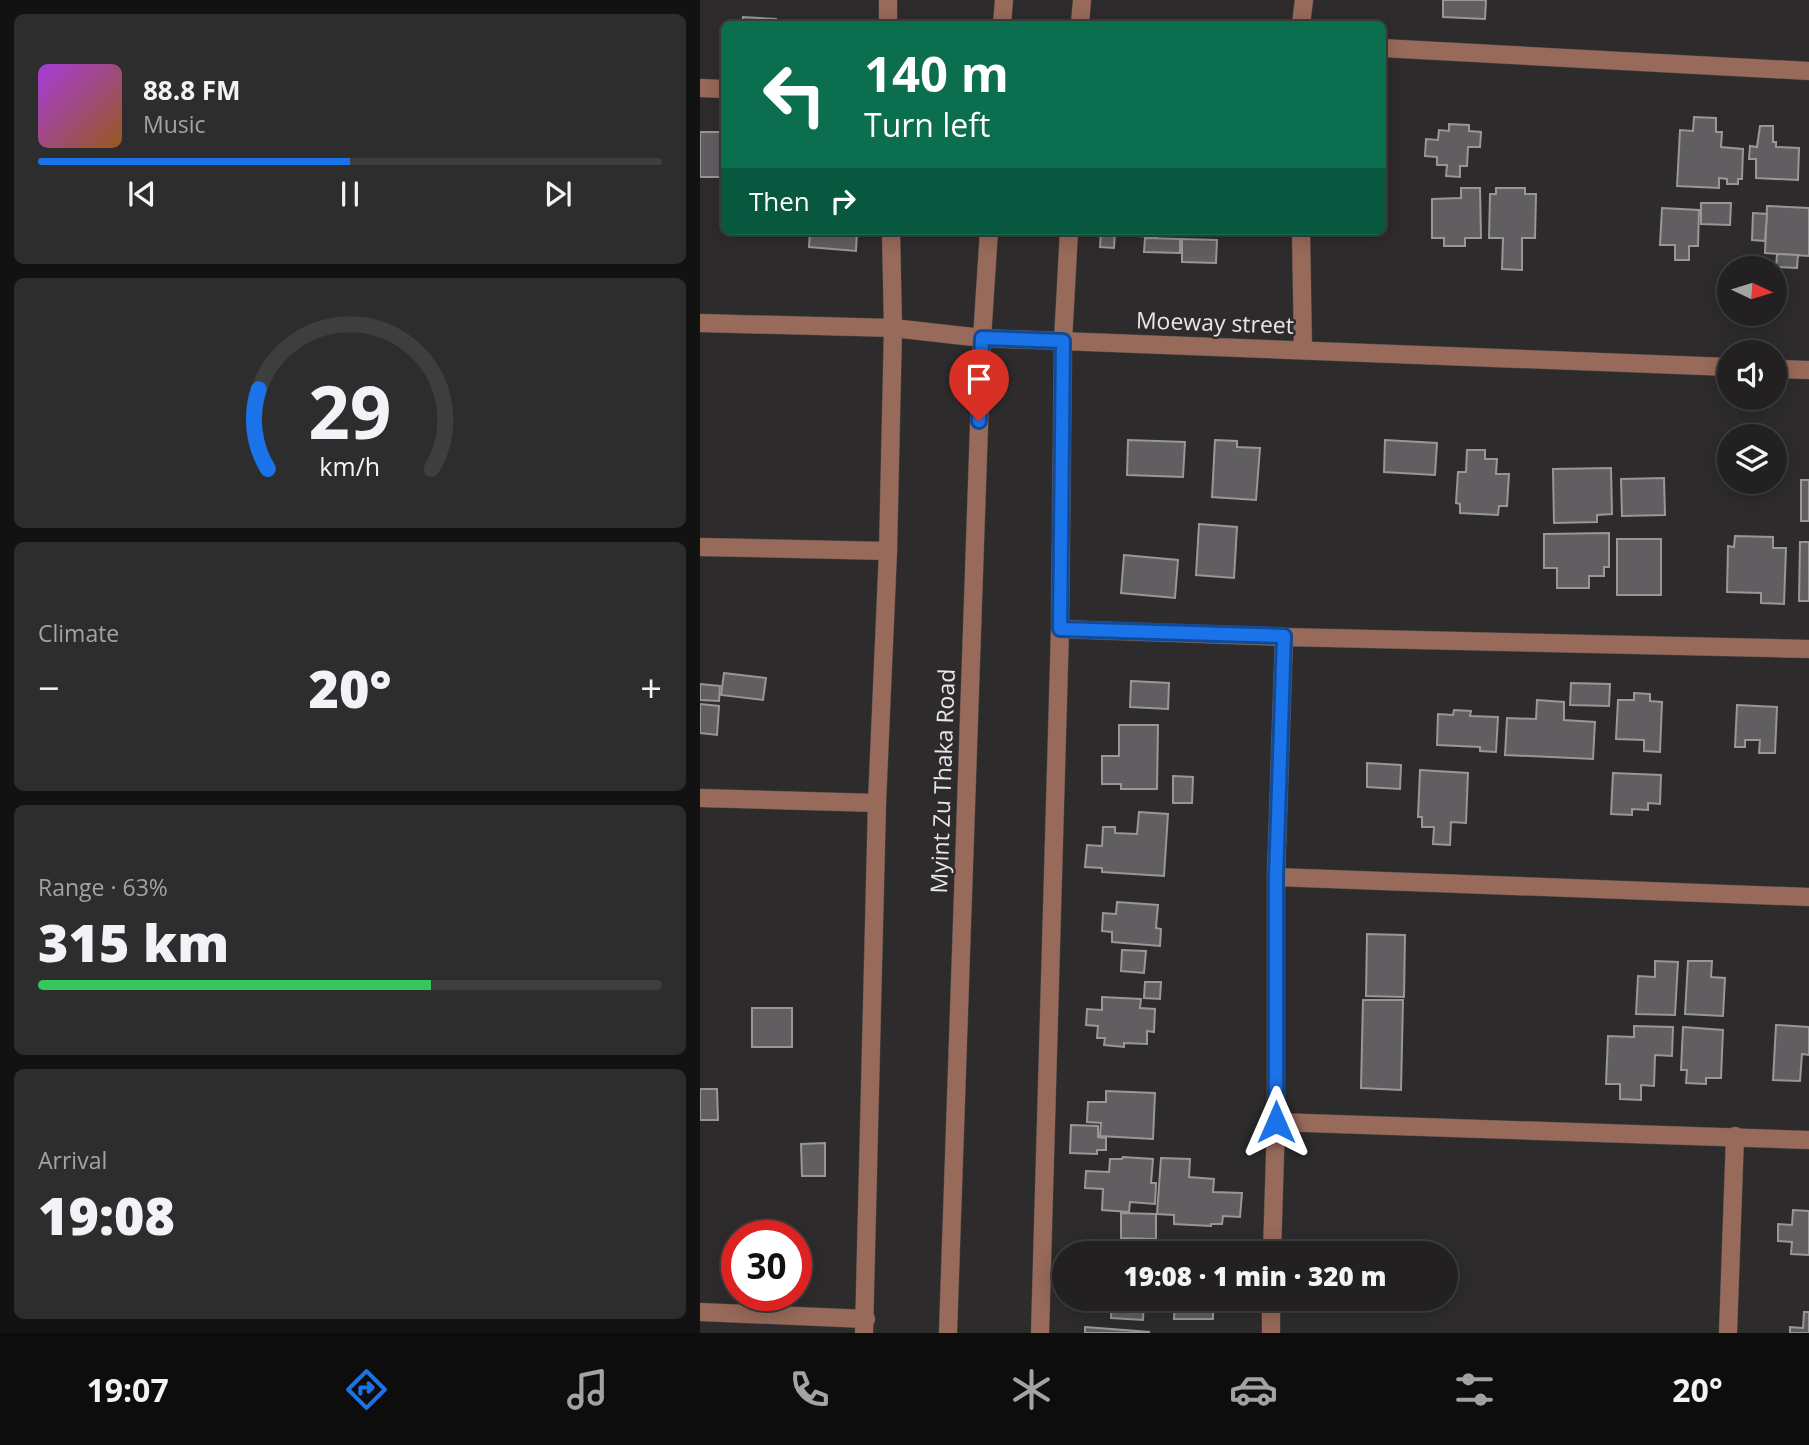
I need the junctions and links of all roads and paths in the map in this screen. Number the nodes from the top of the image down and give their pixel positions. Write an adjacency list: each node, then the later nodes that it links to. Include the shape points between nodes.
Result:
1 (888, 0): 5 (street)
2 (1004, 0): 6 (street)
3 (1082, 0): 7 (street)
4 (1304, 0): 8 (street)
5 (888, 21)
6 (1002, 21)
7 (1080, 21)
8 (1301, 21)
9 (1386, 48): 10 (street)
10 (1809, 71)
11 (700, 88): 12 (street)
12 (721, 89)
13 (891, 235): 18 (street)
14 (989, 235): 19 (street, Myint Zu Thaka Road)
15 (1069, 235): 20 (street)
16 (1301, 235): 21 (street)
17 (700, 323): 18 (street, Moeway street)
18 (893, 328): 19 (street, Moeway street); 26 (street)
19 (982, 338): 20 (street, Moeway street); 41 (street, Myint Zu Thaka Road)
20 (1063, 341): 21 (street, Moeway street); 27 (street)
21 (1303, 350): 22 (street, Moeway street)
22 (1717, 367)
23 (1787, 369): 24 (street)
24 (1809, 370)
25 (700, 547): 26 (street)
26 (888, 551): 31 (street)
27 (1060, 629): 28 (street); 42 (street)
28 (1284, 636): 29 (street); 32 (street)
29 (1809, 649)
30 (700, 798): 31 (street)
31 (877, 803): 40 (street)
32 (1276, 877): 33 (street); 34 (street)
33 (1809, 897)
34 (1276, 1122): 35 (street); 37 (street)
35 (1735, 1136): 36 (street); 44 (street)
36 (1809, 1140)
37 (1272, 1241)
38 (1271, 1311): 43 (street)
39 (700, 1312): 40 (street)
40 (865, 1326)
41 (948, 1333)
42 (1040, 1333)
43 (1270, 1333)
44 (1728, 1333)

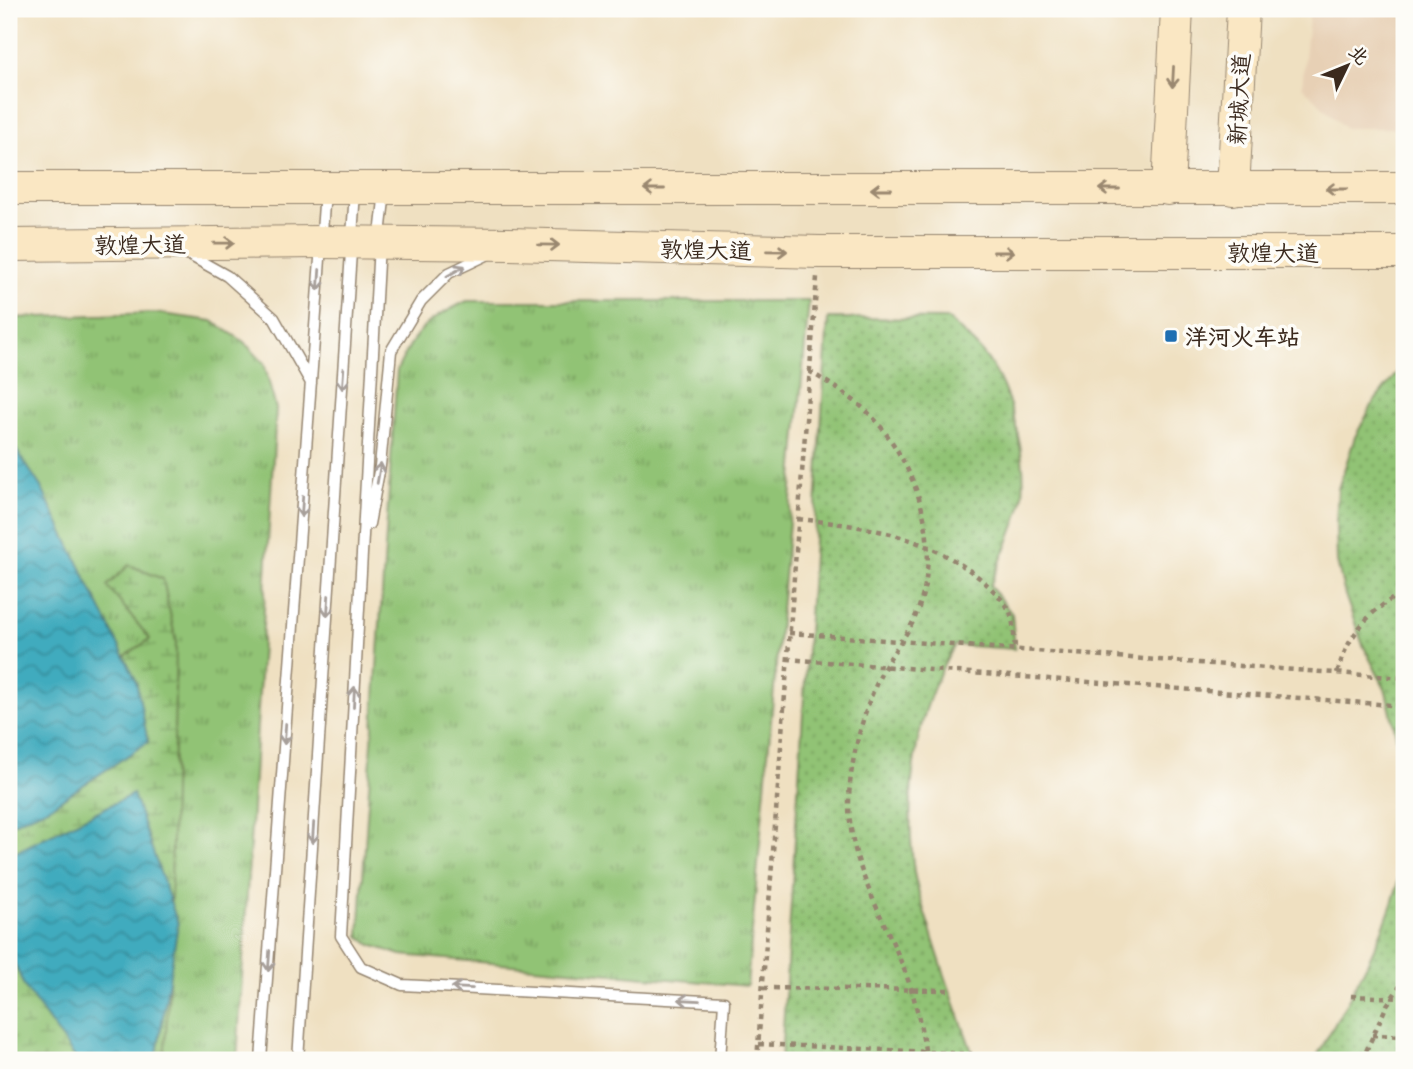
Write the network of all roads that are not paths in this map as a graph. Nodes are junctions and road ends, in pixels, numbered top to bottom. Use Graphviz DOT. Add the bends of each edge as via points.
graph roads {
  1 [pos="1177,9"];
  2 [pos="1243,9"];
  3 [pos="9,188"];
  4 [pos="1404,188"];
  5 [pos="355,189"];
  6 [pos="1168,189"];
  7 [pos="1233,189"];
  8 [pos="351,243"];
  9 [pos="169,244"];
  10 [pos="509,244"];
  11 [pos="9,245"];
  12 [pos="1404,252"];
  13 [pos="311,383"];
  14 [pos="362,564"];
  15 [pos="261,1060"];
  16 [pos="298,1060"];
  17 [pos="720,1060"];
  1 -- 6 [label="main road, one-way"];
  2 -- 7 [label="main road, 新城大道"];
  3 -- 5 [label="main road"];
  4 -- 7 [label="main road, one-way"];
  6 -- 5 [label="main road, one-way"];
  5 -- 8 [label="lane"];
  5 -- 8 [label="lane"];
  5 -- 8 [label="lane"];
  6 -- 7 [label="main road"];
  9 -- 8 [label="main road, 敦煌大道, one-way"];
  8 -- 10 [label="main road, 敦煌大道"];
  8 -- 13 [label="lane, one-way"];
  8 -- 14 [label="lane"];
  8 -- 16 [label="lane, one-way"];
  9 -- 11 [label="main road, 敦煌大道"];
  9 -- 13 [label="lane" via="227,276 274,318"];
  10 -- 12 [label="main road, 敦煌大道, one-way" via="819,252"];
  14 -- 10 [label="lane, one-way" via="380,466 391,351 421,301 449,273"];
  13 -- 15 [label="lane, one-way"];
  17 -- 14 [label="lane, one-way" via="724,1002 402,985 361,967 341,936"];
}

------------------------------------

__Action item__:
Without the pictures, set down every entry exactly.

__Response area__:
I need the junctions and links of all roads and paths in the map in this screen. Number the nodes from the top of the image down and give their pixel positions. Write an adjacency list: each node, then the later nodes that it links to. Include the shape points between nodes.
Result:
1 (888, 0): 5 (street)
2 (1004, 0): 6 (street)
3 (1082, 0): 7 (street)
4 (1304, 0): 8 (street)
5 (888, 21)
6 (1002, 21)
7 (1080, 21)
8 (1301, 21)
9 (1386, 48): 10 (street)
10 (1809, 71)
11 (700, 88): 12 (street)
12 (721, 89)
13 (891, 235): 18 (street)
14 (989, 235): 19 (street, Myint Zu Thaka Road)
15 (1069, 235): 20 (street)
16 (1301, 235): 21 (street)
17 (700, 323): 18 (street, Moeway street)
18 (893, 328): 19 (street, Moeway street); 26 (street)
19 (982, 338): 20 (street, Moeway street); 41 (street, Myint Zu Thaka Road)
20 (1063, 341): 21 (street, Moeway street); 27 (street)
21 (1303, 350): 22 (street, Moeway street)
22 (1717, 367)
23 (1787, 369): 24 (street)
24 (1809, 370)
25 (700, 547): 26 (street)
26 (888, 551): 31 (street)
27 (1060, 629): 28 (street); 42 (street)
28 (1284, 636): 29 (street); 32 (street)
29 (1809, 649)
30 (700, 798): 31 (street)
31 (877, 803): 40 (street)
32 (1276, 877): 33 (street); 34 (street)
33 (1809, 897)
34 (1276, 1122): 35 (street); 37 (street)
35 (1735, 1136): 36 (street); 44 (street)
36 (1809, 1140)
37 (1272, 1241)
38 (1271, 1311): 43 (street)
39 (700, 1312): 40 (street)
40 (865, 1326)
41 (948, 1333)
42 (1040, 1333)
43 (1270, 1333)
44 (1728, 1333)

Write the network of all roads that are not paths in this map as a graph. Nodes are junctions and road ends, in pixels, numbered top to bottom. Use Graphviz DOT. Add the bends of each edge as via points.
graph roads {
  1 [pos="1177,9"];
  2 [pos="1243,9"];
  3 [pos="9,188"];
  4 [pos="1404,188"];
  5 [pos="355,189"];
  6 [pos="1168,189"];
  7 [pos="1233,189"];
  8 [pos="351,243"];
  9 [pos="169,244"];
  10 [pos="509,244"];
  11 [pos="9,245"];
  12 [pos="1404,252"];
  13 [pos="311,383"];
  14 [pos="362,564"];
  15 [pos="261,1060"];
  16 [pos="298,1060"];
  17 [pos="720,1060"];
  1 -- 6 [label="main road, one-way"];
  2 -- 7 [label="main road, 新城大道"];
  3 -- 5 [label="main road"];
  4 -- 7 [label="main road, one-way"];
  6 -- 5 [label="main road, one-way"];
  5 -- 8 [label="lane"];
  5 -- 8 [label="lane"];
  5 -- 8 [label="lane"];
  6 -- 7 [label="main road"];
  9 -- 8 [label="main road, 敦煌大道, one-way"];
  8 -- 10 [label="main road, 敦煌大道"];
  8 -- 13 [label="lane, one-way"];
  8 -- 14 [label="lane"];
  8 -- 16 [label="lane, one-way"];
  9 -- 11 [label="main road, 敦煌大道"];
  9 -- 13 [label="lane" via="227,276 274,318"];
  10 -- 12 [label="main road, 敦煌大道, one-way" via="819,252"];
  14 -- 10 [label="lane, one-way" via="380,466 391,351 421,301 449,273"];
  13 -- 15 [label="lane, one-way"];
  17 -- 14 [label="lane, one-way" via="724,1002 402,985 361,967 341,936"];
}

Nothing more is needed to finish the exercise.